Stored data entries
== Segment start ==
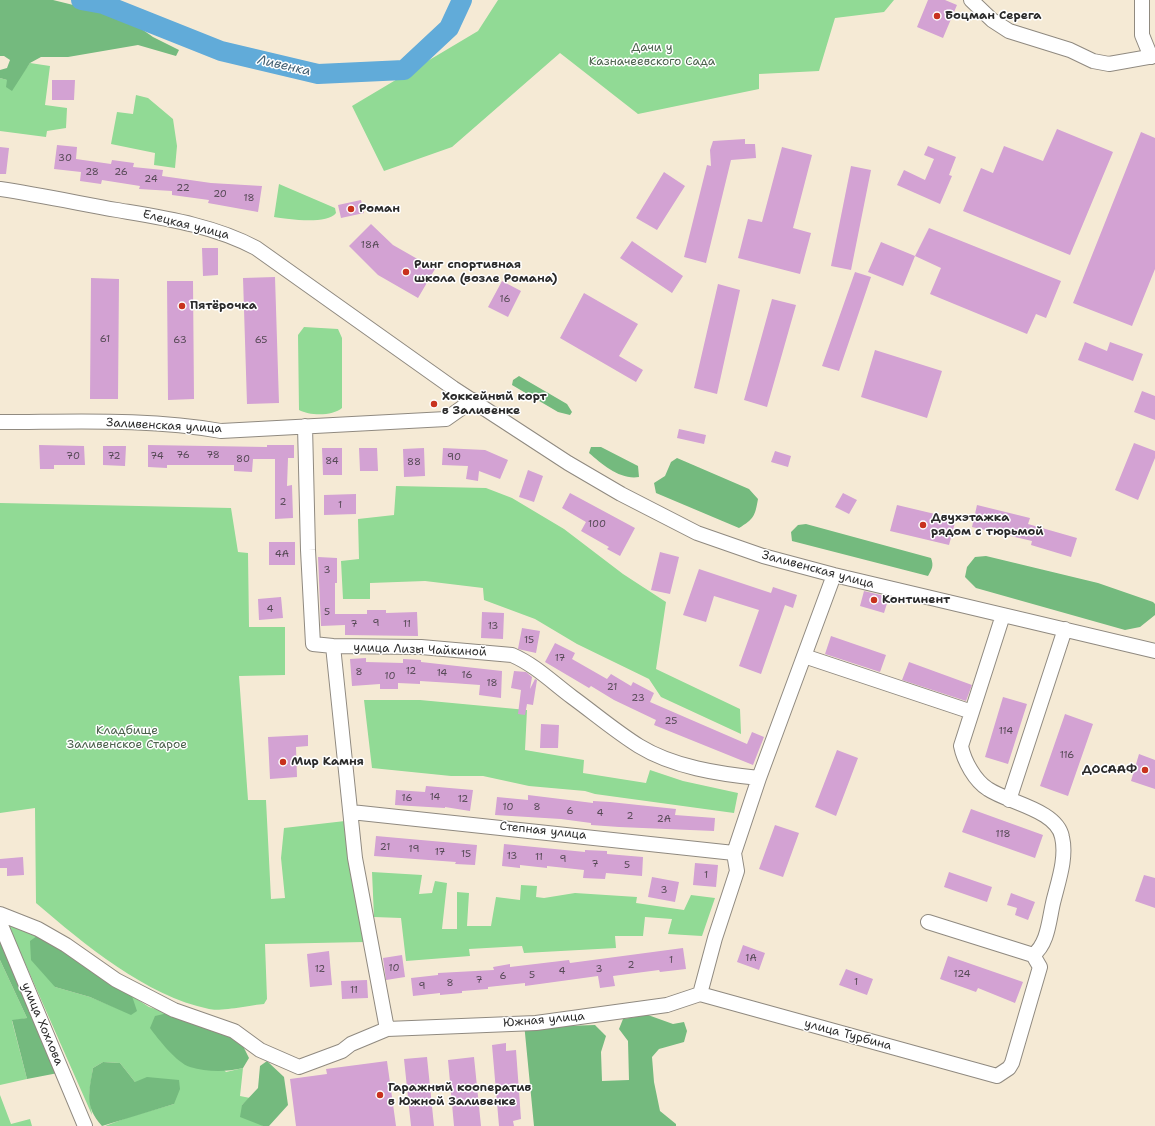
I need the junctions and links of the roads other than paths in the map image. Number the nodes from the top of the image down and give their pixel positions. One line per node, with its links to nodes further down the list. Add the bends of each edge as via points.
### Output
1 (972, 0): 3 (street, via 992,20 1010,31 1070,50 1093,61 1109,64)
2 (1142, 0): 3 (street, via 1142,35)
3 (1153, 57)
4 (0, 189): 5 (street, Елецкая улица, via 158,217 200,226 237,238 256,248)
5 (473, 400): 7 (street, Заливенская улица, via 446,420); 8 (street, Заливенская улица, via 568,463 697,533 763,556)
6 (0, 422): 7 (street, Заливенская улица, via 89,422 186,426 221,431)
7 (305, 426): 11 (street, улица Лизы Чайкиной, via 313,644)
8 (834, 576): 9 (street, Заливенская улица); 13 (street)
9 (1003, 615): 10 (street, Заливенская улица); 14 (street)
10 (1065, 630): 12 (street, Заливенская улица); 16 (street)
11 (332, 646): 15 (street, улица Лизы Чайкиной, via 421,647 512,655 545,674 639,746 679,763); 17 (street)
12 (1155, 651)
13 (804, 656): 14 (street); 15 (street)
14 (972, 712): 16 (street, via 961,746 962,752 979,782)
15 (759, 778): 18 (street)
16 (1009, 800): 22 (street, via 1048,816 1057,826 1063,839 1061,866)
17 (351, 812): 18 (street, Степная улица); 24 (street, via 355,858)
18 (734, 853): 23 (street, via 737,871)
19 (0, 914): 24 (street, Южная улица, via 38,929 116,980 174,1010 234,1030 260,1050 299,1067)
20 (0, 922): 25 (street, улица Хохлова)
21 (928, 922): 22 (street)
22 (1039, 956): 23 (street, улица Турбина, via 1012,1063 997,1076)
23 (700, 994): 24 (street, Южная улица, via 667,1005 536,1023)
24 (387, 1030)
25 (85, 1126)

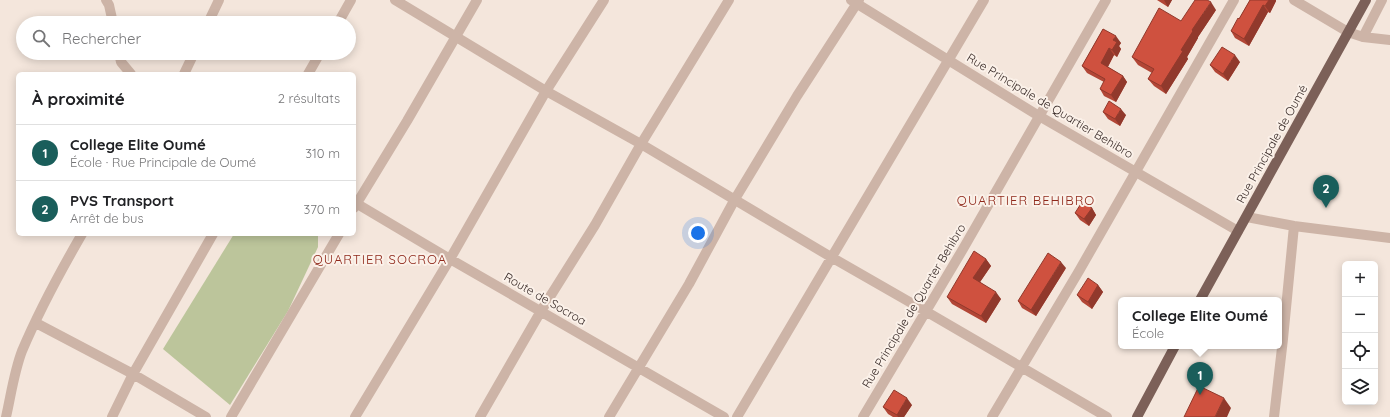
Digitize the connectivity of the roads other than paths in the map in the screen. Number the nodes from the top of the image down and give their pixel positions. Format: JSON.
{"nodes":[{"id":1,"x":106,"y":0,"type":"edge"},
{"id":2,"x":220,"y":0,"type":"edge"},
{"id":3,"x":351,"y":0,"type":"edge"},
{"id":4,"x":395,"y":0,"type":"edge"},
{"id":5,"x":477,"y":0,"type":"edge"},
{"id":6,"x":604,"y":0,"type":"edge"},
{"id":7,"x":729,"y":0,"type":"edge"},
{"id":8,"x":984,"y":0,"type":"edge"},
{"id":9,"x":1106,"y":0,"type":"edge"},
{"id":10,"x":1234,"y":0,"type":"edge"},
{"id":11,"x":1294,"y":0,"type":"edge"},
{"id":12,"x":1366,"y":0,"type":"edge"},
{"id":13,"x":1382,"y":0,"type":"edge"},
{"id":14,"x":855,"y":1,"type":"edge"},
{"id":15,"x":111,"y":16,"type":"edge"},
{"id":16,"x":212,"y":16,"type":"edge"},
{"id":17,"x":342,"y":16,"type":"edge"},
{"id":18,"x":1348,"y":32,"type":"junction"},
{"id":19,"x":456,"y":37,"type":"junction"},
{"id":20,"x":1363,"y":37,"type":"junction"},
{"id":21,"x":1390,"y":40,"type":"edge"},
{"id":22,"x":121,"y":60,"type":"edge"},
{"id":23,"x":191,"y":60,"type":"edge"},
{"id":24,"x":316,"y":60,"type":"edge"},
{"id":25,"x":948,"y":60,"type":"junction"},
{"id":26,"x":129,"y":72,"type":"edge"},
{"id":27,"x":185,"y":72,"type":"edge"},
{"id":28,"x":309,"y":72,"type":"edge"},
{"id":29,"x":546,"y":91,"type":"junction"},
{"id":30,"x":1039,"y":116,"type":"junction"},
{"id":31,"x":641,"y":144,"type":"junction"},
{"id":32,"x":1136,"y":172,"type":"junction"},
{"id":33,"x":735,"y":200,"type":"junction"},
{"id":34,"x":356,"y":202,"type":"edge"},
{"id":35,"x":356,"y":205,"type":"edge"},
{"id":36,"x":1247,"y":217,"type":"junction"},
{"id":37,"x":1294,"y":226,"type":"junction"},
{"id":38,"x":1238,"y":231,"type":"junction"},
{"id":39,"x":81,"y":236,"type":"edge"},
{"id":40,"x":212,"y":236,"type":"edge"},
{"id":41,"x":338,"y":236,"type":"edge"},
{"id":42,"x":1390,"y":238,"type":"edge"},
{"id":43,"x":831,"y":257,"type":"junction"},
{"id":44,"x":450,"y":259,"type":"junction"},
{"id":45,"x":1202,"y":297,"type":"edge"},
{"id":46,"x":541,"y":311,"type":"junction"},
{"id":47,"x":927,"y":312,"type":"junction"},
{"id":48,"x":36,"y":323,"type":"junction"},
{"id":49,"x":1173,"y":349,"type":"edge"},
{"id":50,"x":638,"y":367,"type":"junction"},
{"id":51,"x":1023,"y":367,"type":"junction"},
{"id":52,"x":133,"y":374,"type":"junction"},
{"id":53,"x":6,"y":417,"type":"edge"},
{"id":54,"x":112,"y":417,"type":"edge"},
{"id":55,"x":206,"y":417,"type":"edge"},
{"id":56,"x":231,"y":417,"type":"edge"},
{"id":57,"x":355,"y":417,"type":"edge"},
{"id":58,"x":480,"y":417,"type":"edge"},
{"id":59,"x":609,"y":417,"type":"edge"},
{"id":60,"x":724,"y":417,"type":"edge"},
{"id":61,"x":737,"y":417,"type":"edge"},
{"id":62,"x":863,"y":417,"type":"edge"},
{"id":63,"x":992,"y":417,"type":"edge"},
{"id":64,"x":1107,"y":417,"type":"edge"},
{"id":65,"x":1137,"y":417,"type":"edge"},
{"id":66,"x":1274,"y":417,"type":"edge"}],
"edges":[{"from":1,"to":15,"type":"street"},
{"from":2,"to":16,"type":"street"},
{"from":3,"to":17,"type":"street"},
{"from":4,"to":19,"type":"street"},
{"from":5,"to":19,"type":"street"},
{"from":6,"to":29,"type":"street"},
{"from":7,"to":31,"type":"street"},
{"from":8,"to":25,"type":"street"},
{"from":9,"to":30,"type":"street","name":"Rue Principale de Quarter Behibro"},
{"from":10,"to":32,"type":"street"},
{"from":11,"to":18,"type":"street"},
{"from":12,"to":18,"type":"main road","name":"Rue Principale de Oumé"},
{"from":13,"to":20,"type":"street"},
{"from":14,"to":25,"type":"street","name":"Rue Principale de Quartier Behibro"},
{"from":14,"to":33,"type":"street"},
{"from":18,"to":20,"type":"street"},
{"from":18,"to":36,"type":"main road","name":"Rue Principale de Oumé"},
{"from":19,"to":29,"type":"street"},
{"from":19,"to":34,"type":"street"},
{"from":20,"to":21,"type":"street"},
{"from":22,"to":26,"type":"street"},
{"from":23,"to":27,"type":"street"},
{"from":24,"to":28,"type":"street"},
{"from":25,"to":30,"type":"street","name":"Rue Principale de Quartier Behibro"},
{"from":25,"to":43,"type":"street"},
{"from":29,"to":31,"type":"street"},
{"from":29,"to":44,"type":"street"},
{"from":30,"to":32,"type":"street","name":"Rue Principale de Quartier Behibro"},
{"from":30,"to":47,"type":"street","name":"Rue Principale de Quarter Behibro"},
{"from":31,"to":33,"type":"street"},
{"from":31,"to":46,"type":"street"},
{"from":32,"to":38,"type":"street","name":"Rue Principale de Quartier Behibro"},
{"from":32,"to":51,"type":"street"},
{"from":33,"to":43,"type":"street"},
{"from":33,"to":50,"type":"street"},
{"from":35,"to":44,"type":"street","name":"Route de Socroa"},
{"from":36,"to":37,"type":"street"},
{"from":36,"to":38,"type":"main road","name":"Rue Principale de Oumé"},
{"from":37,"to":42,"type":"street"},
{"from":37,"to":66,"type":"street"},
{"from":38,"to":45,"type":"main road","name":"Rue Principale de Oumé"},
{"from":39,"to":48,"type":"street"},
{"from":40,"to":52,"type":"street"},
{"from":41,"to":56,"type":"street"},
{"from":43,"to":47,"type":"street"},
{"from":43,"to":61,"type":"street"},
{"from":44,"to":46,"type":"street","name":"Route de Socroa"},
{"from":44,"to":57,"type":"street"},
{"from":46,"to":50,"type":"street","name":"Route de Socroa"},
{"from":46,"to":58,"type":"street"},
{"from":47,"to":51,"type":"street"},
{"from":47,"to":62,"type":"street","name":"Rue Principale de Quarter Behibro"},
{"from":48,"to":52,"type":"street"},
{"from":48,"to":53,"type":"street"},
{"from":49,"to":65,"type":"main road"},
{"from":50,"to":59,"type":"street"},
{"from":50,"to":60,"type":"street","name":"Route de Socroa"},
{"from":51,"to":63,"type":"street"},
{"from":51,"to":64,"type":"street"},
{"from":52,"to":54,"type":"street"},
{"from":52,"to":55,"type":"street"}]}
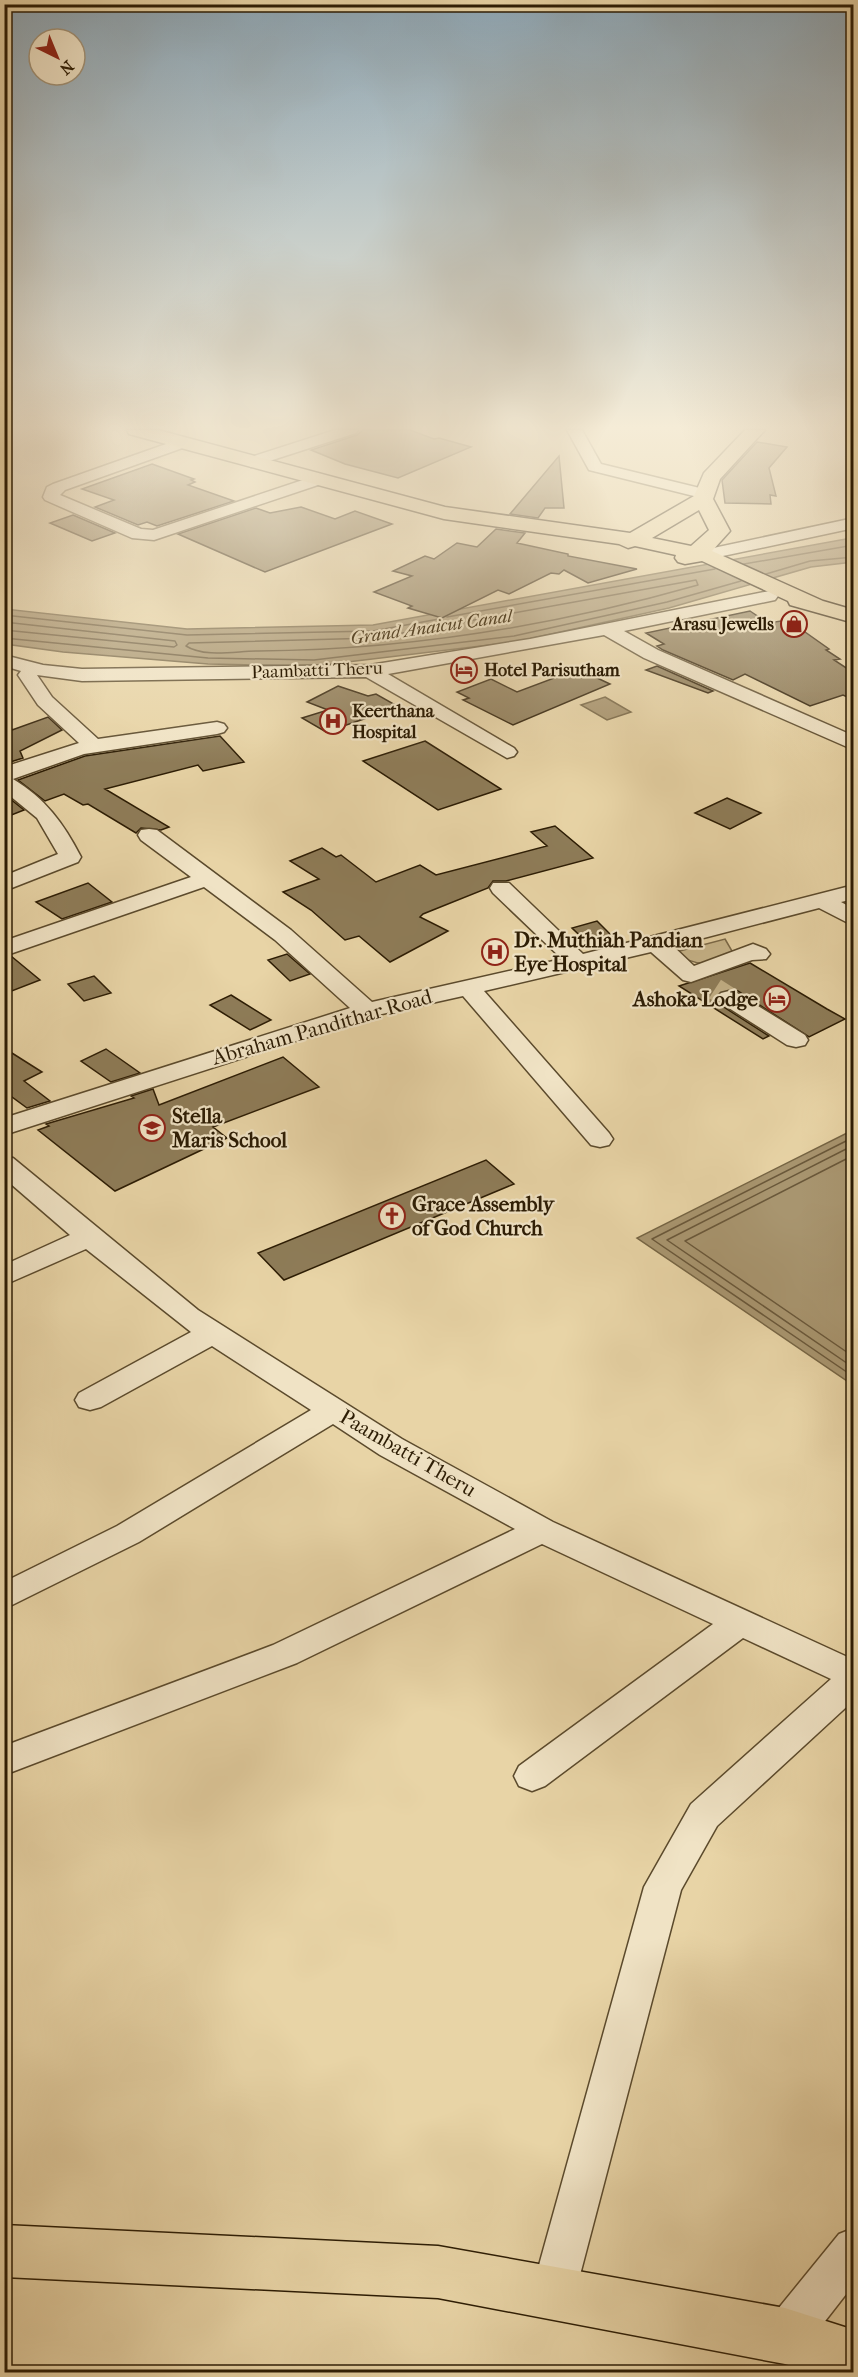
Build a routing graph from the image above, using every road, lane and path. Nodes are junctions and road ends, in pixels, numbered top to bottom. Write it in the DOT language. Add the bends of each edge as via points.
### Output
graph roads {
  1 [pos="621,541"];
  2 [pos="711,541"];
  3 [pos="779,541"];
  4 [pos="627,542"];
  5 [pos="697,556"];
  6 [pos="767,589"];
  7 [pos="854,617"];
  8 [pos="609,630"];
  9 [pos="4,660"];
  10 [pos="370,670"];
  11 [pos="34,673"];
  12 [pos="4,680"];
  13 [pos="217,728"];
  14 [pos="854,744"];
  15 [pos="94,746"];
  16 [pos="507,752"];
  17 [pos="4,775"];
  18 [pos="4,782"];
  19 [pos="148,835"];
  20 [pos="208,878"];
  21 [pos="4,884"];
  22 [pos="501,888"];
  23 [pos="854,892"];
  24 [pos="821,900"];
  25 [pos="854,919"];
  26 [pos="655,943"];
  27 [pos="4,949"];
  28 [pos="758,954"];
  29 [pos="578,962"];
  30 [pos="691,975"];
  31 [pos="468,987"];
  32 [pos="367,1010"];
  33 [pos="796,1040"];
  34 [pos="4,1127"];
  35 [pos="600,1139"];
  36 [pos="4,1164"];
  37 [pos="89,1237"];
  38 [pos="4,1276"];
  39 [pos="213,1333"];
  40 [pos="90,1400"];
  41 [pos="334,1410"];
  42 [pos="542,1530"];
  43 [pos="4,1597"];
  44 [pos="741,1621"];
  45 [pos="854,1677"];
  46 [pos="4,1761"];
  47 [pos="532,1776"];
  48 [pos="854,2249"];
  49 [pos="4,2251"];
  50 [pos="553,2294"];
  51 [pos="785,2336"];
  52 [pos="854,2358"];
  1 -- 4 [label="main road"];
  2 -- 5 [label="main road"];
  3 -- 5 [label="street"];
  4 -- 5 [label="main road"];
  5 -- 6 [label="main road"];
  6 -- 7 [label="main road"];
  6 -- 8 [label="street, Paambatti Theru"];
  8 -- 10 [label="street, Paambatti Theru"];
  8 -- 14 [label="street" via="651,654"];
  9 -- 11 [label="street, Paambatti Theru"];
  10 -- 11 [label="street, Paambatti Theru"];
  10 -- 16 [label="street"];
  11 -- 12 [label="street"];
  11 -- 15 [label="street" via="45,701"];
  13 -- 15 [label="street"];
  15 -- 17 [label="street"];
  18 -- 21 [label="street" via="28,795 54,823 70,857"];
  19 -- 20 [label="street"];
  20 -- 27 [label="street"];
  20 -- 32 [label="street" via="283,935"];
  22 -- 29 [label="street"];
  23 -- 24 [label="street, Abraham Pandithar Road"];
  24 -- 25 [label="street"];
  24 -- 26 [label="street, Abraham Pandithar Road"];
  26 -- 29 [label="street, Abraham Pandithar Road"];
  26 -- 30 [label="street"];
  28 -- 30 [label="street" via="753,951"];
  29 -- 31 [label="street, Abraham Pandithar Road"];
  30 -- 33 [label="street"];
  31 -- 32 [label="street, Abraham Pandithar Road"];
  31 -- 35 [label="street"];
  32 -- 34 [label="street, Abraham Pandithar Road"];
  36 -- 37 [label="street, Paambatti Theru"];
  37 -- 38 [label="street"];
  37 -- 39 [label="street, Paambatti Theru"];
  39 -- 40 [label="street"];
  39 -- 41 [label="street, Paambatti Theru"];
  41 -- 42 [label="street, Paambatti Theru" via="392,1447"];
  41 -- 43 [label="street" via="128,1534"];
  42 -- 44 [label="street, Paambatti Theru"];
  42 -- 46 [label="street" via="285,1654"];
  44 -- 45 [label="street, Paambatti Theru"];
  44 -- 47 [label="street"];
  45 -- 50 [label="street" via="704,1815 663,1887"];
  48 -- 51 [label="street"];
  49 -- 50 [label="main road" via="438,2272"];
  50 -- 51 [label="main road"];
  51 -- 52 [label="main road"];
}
== Segment end ==
Show every line in the entries above that contains the string "than".

I need the junctions and links of the roads other than paths in the map image. Number the nodes from the top of the image down and give their pixel positions. One line per node, with its links to nodes further down the list. Add the bends of each edge as via points.
Digitize the connectivity of the roads other than paths in the map in the screen. Number the nodes from the top of the image down and give their pixel positions. Format: JSON.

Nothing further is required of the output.